The only matter which requires consideration is the contention of respondent that this attempted appeal should be dismissed for the reason that the order settling the statement is nonappealable. This point is well taken.

[1] An appeal may be taken from any special order made after final judgment. (Code Civ. Proc., 963.) But the orders after judgment which are appealable under this section are only those which affect the final judgment in some manner or bear some relation to it either by way of enforcing it or staying its execution. (Lake v. Harris, 198 Cal. 85, 89 [243 P. 417]; Imperial Beverage Co. v. Superior Court, 24 Cal. 2d 627 [150 P.2d 881].) The test is the same with relation to orders made in the preparation of records on appeal. [2] An order terminating proceedings for the preparation of a record has the same effect as an affirmance of the judgment or dismissal of the appeal, and is appealable (Wood v. Peterson Farms Co., 214 Cal. 94 [3 P.2d 922]; W. J. Somers Co. v. Smith, 45 Cal. App. 703 [188 P. 311]), but an order denying a motion to terminate such proceedings is not appealable (Hohnemann v. Pacific Gas & Elec. Co., 29 Cal. App. 2d 551 [85 P.2d 151]; Landreth v. Ducommun, 9 Cal. App. 2d 136 [48 P.2d 984]); [3] nor is an order relieving a party from default in the preparation of a record *420 on appeal (McWilliams v. Hudson, 98 Cal. App. 185 [276 P. 598, 277 P. 529]; Buis v. Lindauer Corp., 116 Cal. App. 558 [3 P.2d 18]).

[4] Appellant, however, claims to have some special rights derived from the new Rules on Appeal. Rule 7 (a) allows an appellant to propose a condensed statement of a portion only of the oral proceedings, together with a statement of the grounds of the appeal, and allows the respondent to propose the addition of all or any portion of the remainder of the proceedings. Appellant contends that the court exceeded its jurisdiction in ordering the incorporation of a transcript of the entire oral proceedings as to the nineteen witnesses. The contention appears to be that if an appellant proposes to proceed by settled statement in lieu of a reporter's transcript, the trial judge must settle the statement without the use of a transcript. The rule is to the contrary. A judge is not required to act upon his own recollection in such matters, and of course should not do so unless he is satisfied that his recollection is so clear and complete as to make an examination of a transcript unnecessary. It appears clearly from the record that the trial judge was convinced of his inability to settle a satisfactory statement without the benefit of a transcript. [5] Rule 7 is exceedingly broad.
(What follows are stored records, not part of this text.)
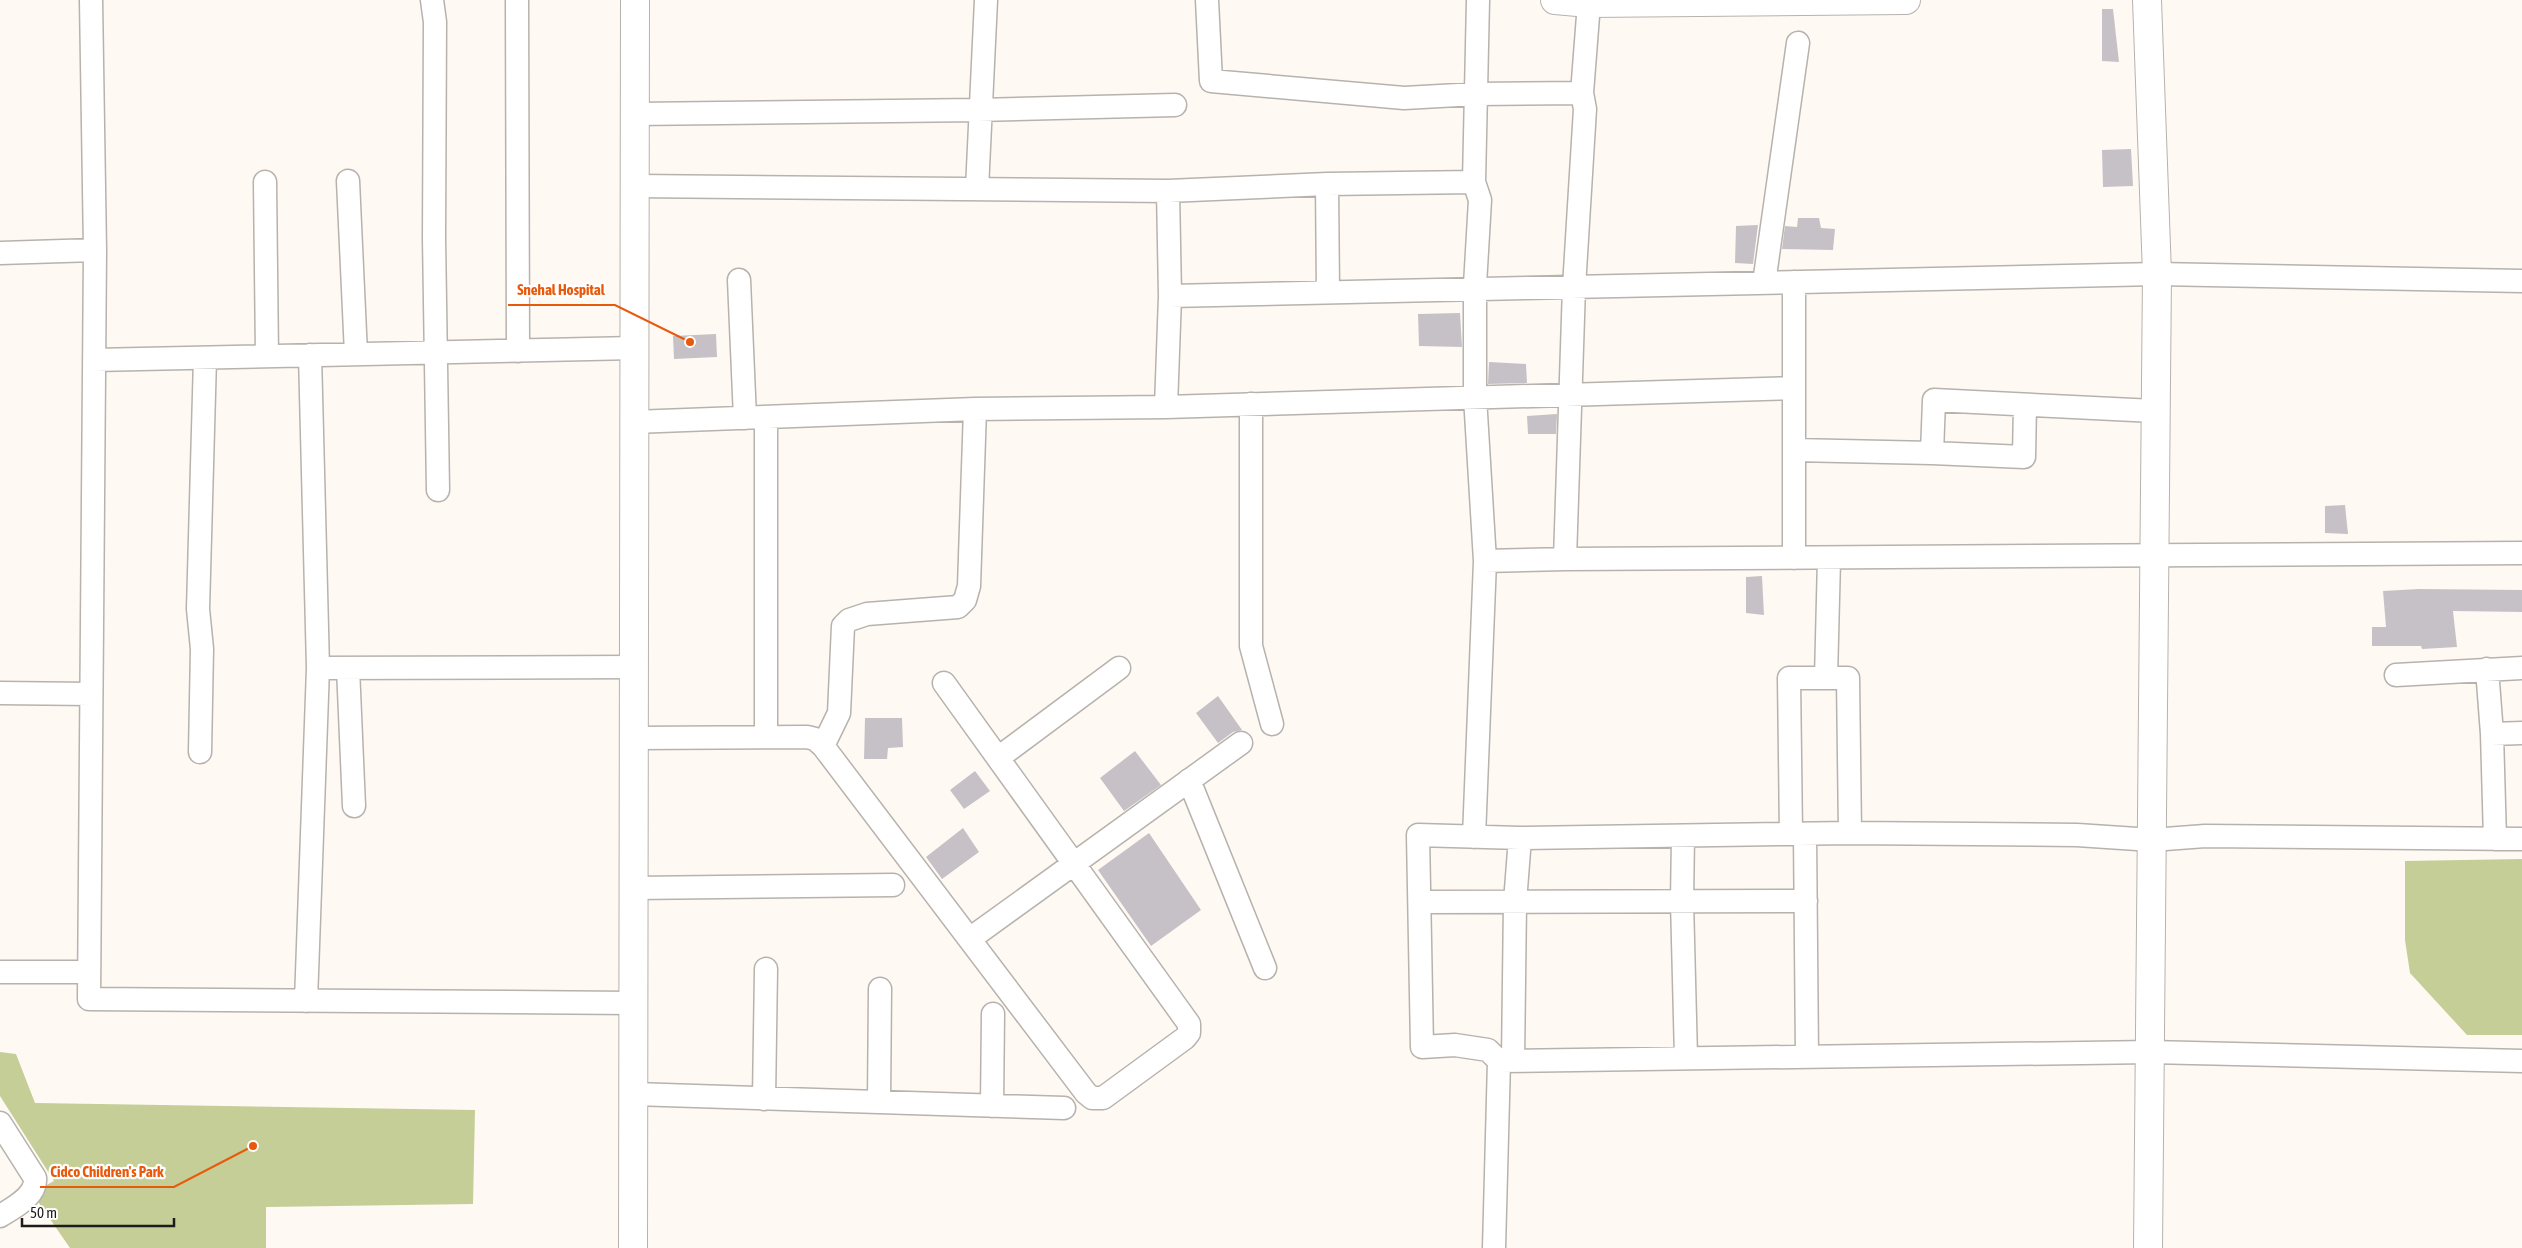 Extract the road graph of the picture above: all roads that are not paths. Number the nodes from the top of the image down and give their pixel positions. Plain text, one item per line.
1 (91, 0) edge
2 (432, 0) edge
3 (517, 0) edge
4 (635, 0) edge
5 (986, 0) edge
6 (1207, 0) edge
7 (1478, 0) edge
8 (1555, 0) edge
9 (1906, 0) edge
10 (2148, 0) edge
11 (1589, 3) junction
12 (1798, 43) dead end
13 (1582, 93) junction
14 (1476, 94) junction
15 (1176, 105) dead end
16 (980, 109) junction
17 (635, 114) junction
18 (348, 181) dead end
19 (265, 182) dead end
20 (1474, 182) junction
21 (1326, 184) junction
22 (635, 186) junction
23 (977, 189) junction
24 (1168, 191) junction
25 (95, 250) junction
26 (0, 253) edge
27 (2156, 274) junction
28 (739, 280) dead end
29 (2522, 281) edge
30 (1764, 282) junction
31 (1794, 282) junction
32 (1574, 287) junction
33 (1476, 289) junction
34 (1328, 292) junction
35 (1170, 296) junction
36 (634, 348) junction
37 (518, 351) junction
38 (436, 352) junction
39 (356, 354) junction
40 (310, 355) junction
41 (267, 356) junction
42 (205, 358) junction
43 (94, 360) junction
44 (1794, 388) junction
45 (1570, 394) junction
46 (1475, 397) junction
47 (1250, 404) junction
48 (1166, 406) junction
49 (2025, 406) junction
50 (975, 409) junction
51 (2154, 411) junction
52 (755, 417) junction
53 (634, 422) junction
54 (1794, 450) junction
55 (1932, 453) junction
56 (438, 490) dead end
57 (2522, 553) edge
58 (2154, 554) junction
59 (1565, 558) junction
60 (1794, 558) junction
61 (1829, 558) junction
62 (1485, 561) junction
63 (634, 667) junction
64 (318, 668) junction
65 (348, 668) junction
66 (1119, 668) dead end
67 (2522, 668) edge
68 (2487, 669) junction
69 (2396, 674) dead end
70 (1826, 678) junction
71 (944, 683) dead end
72 (0, 693) edge
73 (91, 694) junction
74 (1272, 724) dead end
75 (2522, 733) edge
76 (2492, 734) junction
77 (766, 737) junction
78 (634, 738) junction
79 (1241, 743) dead end
80 (823, 746) junction
81 (200, 752) dead end
82 (998, 758) junction
83 (1189, 780) junction
84 (354, 806) dead end
85 (1850, 833) junction
86 (1798, 834) junction
87 (1683, 836) junction
88 (1474, 837) junction
89 (1520, 838) junction
90 (2495, 839) junction
91 (2522, 839) edge
92 (2152, 840) junction
93 (1074, 863) junction
94 (893, 885) dead end
95 (634, 888) junction
96 (1806, 901) junction
97 (1420, 902) junction
98 (1514, 902) junction
99 (1682, 902) junction
100 (971, 938) junction
101 (1265, 968) dead end
102 (766, 969) dead end
103 (0, 972) edge
104 (89, 972) junction
105 (880, 989) dead end
106 (306, 1001) junction
107 (633, 1003) junction
108 (993, 1014) dead end
109 (2150, 1052) junction
110 (1807, 1057) junction
111 (1686, 1058) junction
112 (1506, 1061) junction
113 (2522, 1062) edge
114 (634, 1094) junction
115 (764, 1098) junction
116 (879, 1102) junction
117 (992, 1106) junction
118 (1064, 1108) dead end
119 (0, 1123) edge
120 (0, 1216) edge
121 (633, 1248) edge
122 (1494, 1248) edge
123 (2148, 1248) edge

1 - 25 street
2 - 38 street
3 - 37 street
4 - 17 street
5 - 16 street
6 - 14 street
7 - 14 street
8 - 11 street
9 - 11 street
10 - 27 street
11 - 13 street
12 - 30 street
13 - 14 street
13 - 32 street
14 - 20 street
15 - 16 street
16 - 17 street
16 - 23 street
17 - 22 street
18 - 39 street
19 - 41 street
20 - 21 street
20 - 33 street
21 - 24 street
21 - 34 street
22 - 23 street
22 - 36 street
23 - 24 street
24 - 35 street
25 - 26 street
25 - 43 street
27 - 29 street
27 - 31 street
27 - 51 street
28 - 52 street
30 - 31 street
30 - 32 street
31 - 44 street
32 - 33 street
32 - 45 street
33 - 34 street
33 - 46 street
34 - 35 street
35 - 48 street
36 - 37 street
36 - 53 street
37 - 38 street
38 - 39 street
38 - 56 street
39 - 40 street
40 - 41 street
40 - 64 street
41 - 42 street
42 - 43 street
42 - 81 street
43 - 73 street
44 - 45 street
44 - 54 street
45 - 46 street
45 - 59 street
46 - 47 street
46 - 62 street
47 - 48 street
47 - 74 street
48 - 50 street
49 - 51 street
49 - 55 street
49 - 55 street
50 - 52 street
50 - 80 street
51 - 58 street
52 - 53 street
52 - 77 street
53 - 63 street
54 - 55 street
54 - 60 street
57 - 58 street
58 - 61 street
58 - 92 street
59 - 60 street
59 - 62 street
60 - 61 street
61 - 70 street
62 - 88 street
63 - 65 street
63 - 78 street
64 - 65 street
64 - 106 street
65 - 84 street
66 - 82 street
67 - 68 street
68 - 69 street
68 - 76 street
70 - 85 street
70 - 86 street
71 - 82 street
72 - 73 street
73 - 104 street
75 - 76 street
76 - 90 street
77 - 78 street
77 - 80 street
78 - 95 street
79 - 83 street
80 - 100 street
82 - 93 street
83 - 93 street
83 - 101 street
85 - 86 street
85 - 92 street
86 - 87 street
86 - 96 street
87 - 89 street
87 - 99 street
88 - 89 street
88 - 97 street
89 - 98 street
90 - 91 street
90 - 92 street
92 - 109 street
93 - 100 street
93 - 100 street
94 - 95 street
95 - 107 street
96 - 99 street
96 - 110 street
97 - 98 street
97 - 112 street
98 - 99 street
98 - 112 street
99 - 111 street
102 - 115 street
103 - 104 street
104 - 106 street
105 - 116 street
106 - 107 street
107 - 114 street
108 - 117 street
109 - 110 street
109 - 113 street
109 - 123 street
110 - 111 street
111 - 112 street
112 - 122 street
114 - 115 street
114 - 121 street
115 - 116 street
116 - 117 street
117 - 118 street
119 - 120 street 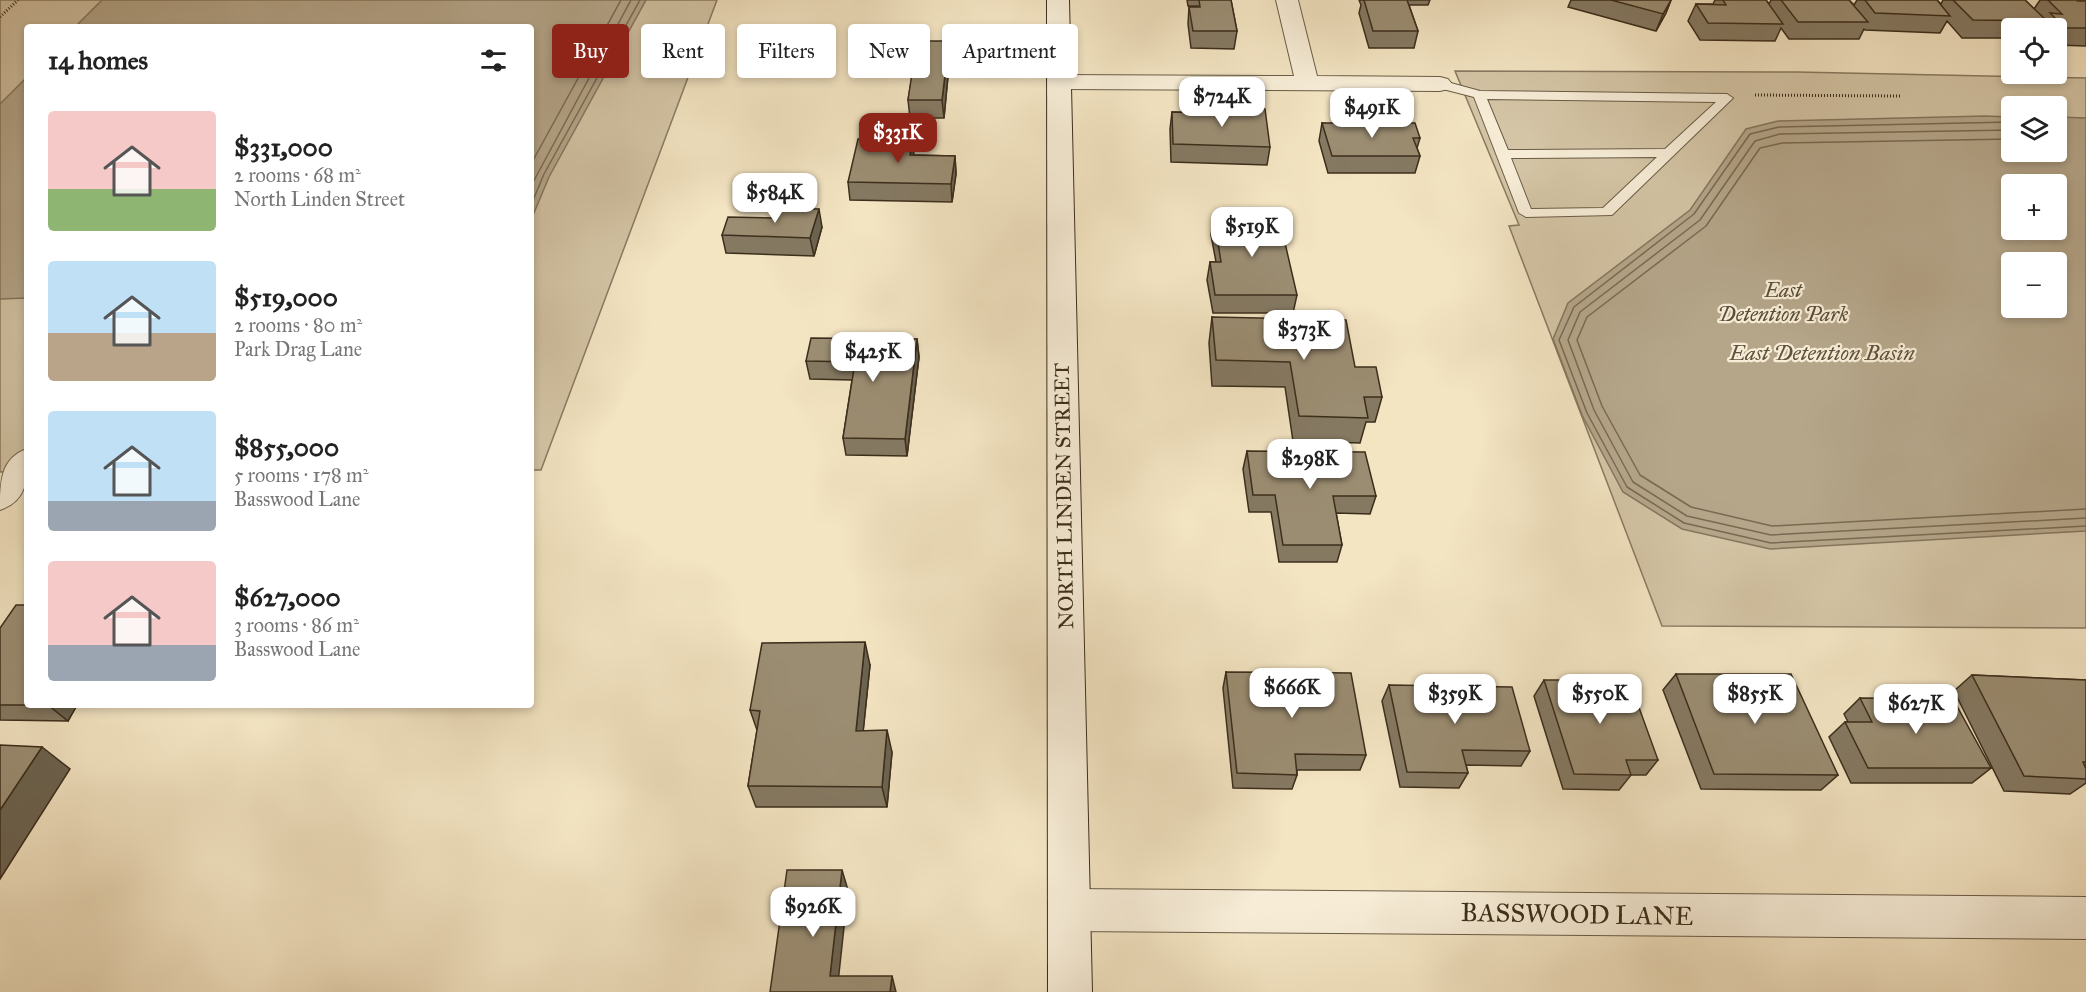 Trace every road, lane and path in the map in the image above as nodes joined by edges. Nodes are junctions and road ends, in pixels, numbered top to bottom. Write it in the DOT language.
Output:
graph roads {
  1 [pos="18,0"];
  2 [pos="1059,0"];
  3 [pos="1287,0"];
  4 [pos="0,17"];
  5 [pos="1059,82"];
  6 [pos="1306,83"];
  7 [pos="1440,84"];
  8 [pos="1479,95"];
  9 [pos="1900,96"];
  10 [pos="1727,98"];
  11 [pos="1669,153"];
  12 [pos="1502,154"];
  13 [pos="24,465"];
  14 [pos="0,497"];
  15 [pos="1069,910"];
  16 [pos="2086,918"];
  17 [pos="1070,992"];
  1 -- 4 [label="path"];
  2 -- 5 [label="street, NORTH LINDEN STREET"];
  3 -- 6 [label="street"];
  5 -- 6 [label="street"];
  5 -- 15 [label="street, NORTH LINDEN STREET"];
  6 -- 7 [label="street"];
  7 -- 8 [label="lane"];
  8 -- 10 [label="lane"];
  8 -- 12 [label="lane"];
  9 -- 10 [label="path"];
  10 -- 11 [label="lane"];
  11 -- 12 [label="lane"];
  11 -- 12 [label="lane"];
  13 -- 14 [label="street"];
  15 -- 16 [label="street, BASSWOOD LANE"];
  15 -- 17 [label="street, NORTH LINDEN STREET"];
}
It provides a method for preparation of an abbreviated record, where a full transcript is not needed for that purpose, but it does not excuse an appellant from furnishing a transcript, either partial or complete, which the judge deems necessary in the settlement of the statement. In view of defendant's refusal to furnish a transcript which the judge considered necessary in determining what additional evidence should be added to appellant's proposed statement, it was entirely proper to allow respondent's proposed amendments.

It is argued that the trial judge ordered the addition of all the testimony in question while conceding that some of it might prove to be immaterial. Responsibility for this situation would rest upon appellant because of its refusal to furnish a transcript. Even if some of the testimony should prove to be unnecessary, that would furnish no ground for intervention by this court. [6] When a trial judge has settled a transcript in accordance with the facts and in the exercise of his discretion as to what should be included, his *421 action is not subject to review upon the ground that too much has been included. (In re Gates, 90 Cal. 257 [27 P. 195]; Hyde v. Boyle, 89 Cal. 590 [26 P. 1092].)

[7] There is nothing in the Rules on Appeal which places any new limitation upon the discretionary powers of the trial judge in the settlement of records on appeal and nothing which would bring the order here under consideration into the class of orders after judgment from which appeals may be taken.

The order settling the statement does not in any manner affect the judgment or its enforcement; it is not appealable and the appeal from the order is dismissed.

Desmond, P. J., and Kincaid, J. pro tem., concurred.